The Silver Maple

Peter Duinker, Halifax Tree Project

2020-06-22

Welcome to summer! Most of the street trees are now in leaf, the tardy catalpas finally catching up to the early bloomers like Norway maple. This week we feature Acer saccharinum L., a tree species that is not native to Nova Scotia but which grows as far east as New Brunswick. Like willow trees, it is common along the low-lying shorelines of the St John River valley. Silver maple grows widely across the eastern USA, almost reaching the Gulf of Mexico.

I think of silver maple as a big tree. Of course, I’ve seen lots of small ones, but in the streets of Halifax, for example, we have only huge ones. Data collected by Bimal Aryal, my former graduate student, in the Centre-Plan area of Halifax bear this out. Silver maple does not make it into the top ten most-abundant tree species when it comes to stem count, but by basal area it ranks fourth. Silver maple used to be planted fairly frequently in city streets in eastern Canada, but urban foresters seem to be shying away from it on account of its weak wood. Large silver maples lose a lot of twigs and branches during windstorms, and that makes for much cleanup.

Silver maple is the fifth tree species in this series (to date, we have covered Norway maple, American elm, Littleleaf linden, and red oak), and readers may see the pattern here of featuring only large-stature tree species so far. This is a consequence of queuing up the species by their prominence in our streets, either by number of individuals or their size (as reflected by basal area). Much debate rages in the realm of urban forestry about whether, in the street environment, we should favour large trees or small trees at maturity.

Consider the difference between a mature silver maple at 25 metres tall (a height typical of our large-stature street trees), and a mature serviceberry (Amelanchier spp., to be featured next week) at 10 metres tall. One thing we can be sure of is that the serviceberry will have far less foliage than the silver maple, and because many of the ecosystem services provided by trees is directly proportional to the amount of foliage they have, the silver maple, tree for tree, provides a much greater quantity of ecosystem services. The services I am thinking of in this analysis include things like stormwater attenuation, carbon capture and storage, atmospheric cooling, shading of built infrastructure, and pollution abatement.

Let’s examine for a moment the merits of urban cooling.
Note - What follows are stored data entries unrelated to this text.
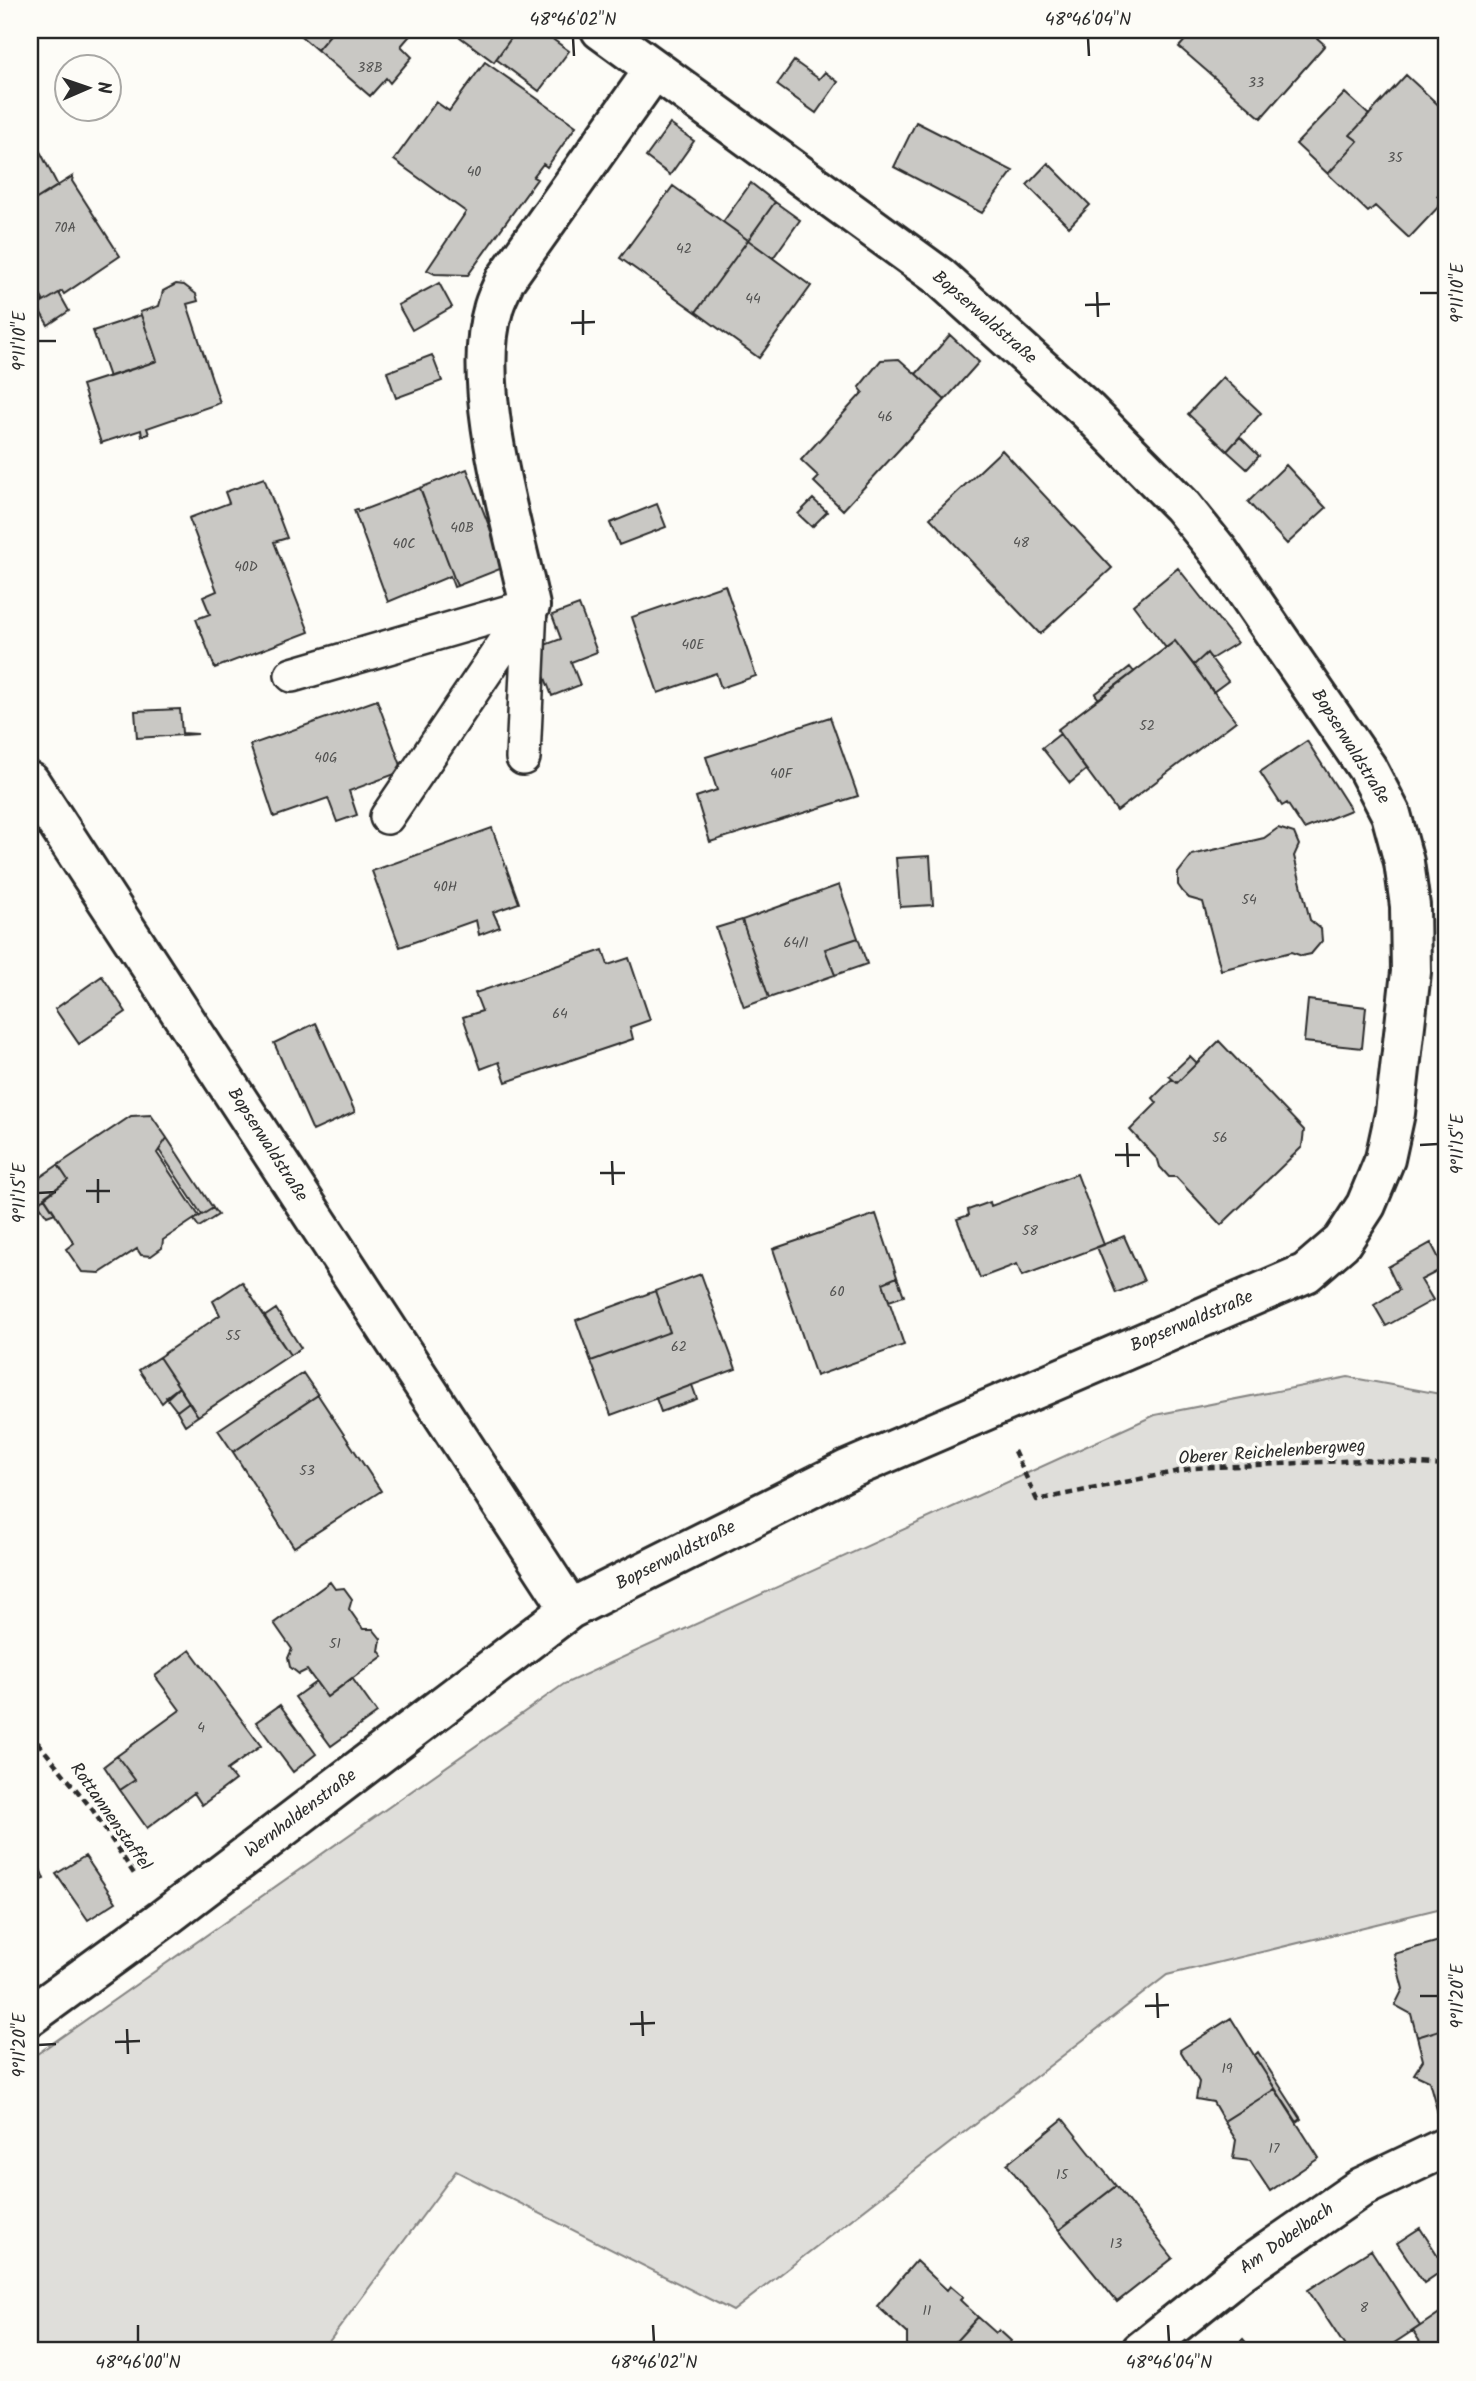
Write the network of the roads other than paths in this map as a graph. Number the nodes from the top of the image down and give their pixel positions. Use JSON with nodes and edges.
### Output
{"nodes":[{"id":1,"x":601,"y":30,"type":"edge"},
{"id":2,"x":654,"y":70,"type":"junction"},
{"id":3,"x":530,"y":606,"type":"junction"},
{"id":4,"x":292,"y":675,"type":"dead end"},
{"id":5,"x":523,"y":758,"type":"dead end"},
{"id":6,"x":30,"y":782,"type":"edge"},
{"id":7,"x":387,"y":817,"type":"dead end"},
{"id":8,"x":570,"y":1609,"type":"junction"},
{"id":9,"x":30,"y":2016,"type":"edge"},
{"id":10,"x":1446,"y":2147,"type":"edge"},
{"id":11,"x":1141,"y":2351,"type":"edge"}],
"edges":[{"from":1,"to":2,"type":"street","name":"Bopserwaldstraße"},
{"from":2,"to":3,"type":"street"},
{"from":2,"to":8,"type":"street","name":"Bopserwaldstraße"},
{"from":3,"to":4,"type":"lane"},
{"from":3,"to":5,"type":"lane"},
{"from":3,"to":7,"type":"lane"},
{"from":6,"to":8,"type":"street","name":"Bopserwaldstraße"},
{"from":8,"to":9,"type":"street","name":"Wernhaldenstraße"},
{"from":10,"to":11,"type":"street","name":"Am Dobelbach"}]}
Transpiration is the process in which trees take up water from the soil through their roots and send that water up the trunk to the leaves and ultimately into the air. The water is important to keep the leaves healthy and to move nutrients from the soil up to the leaves so they can make sugars (during photosynthesis) to grow the tree. But here is another important fact. When the water molecules exit the tree’s leaves, they reduce the temperature of the air. Think about it this way - when you are at the ocean beach and come out of the water after swimming, you shiver and want a towel to dry off and keep warm. The same cooling effect is happening with tree leaves. From us after a swim, it’s evaporation. From the trees, it’s transpiration.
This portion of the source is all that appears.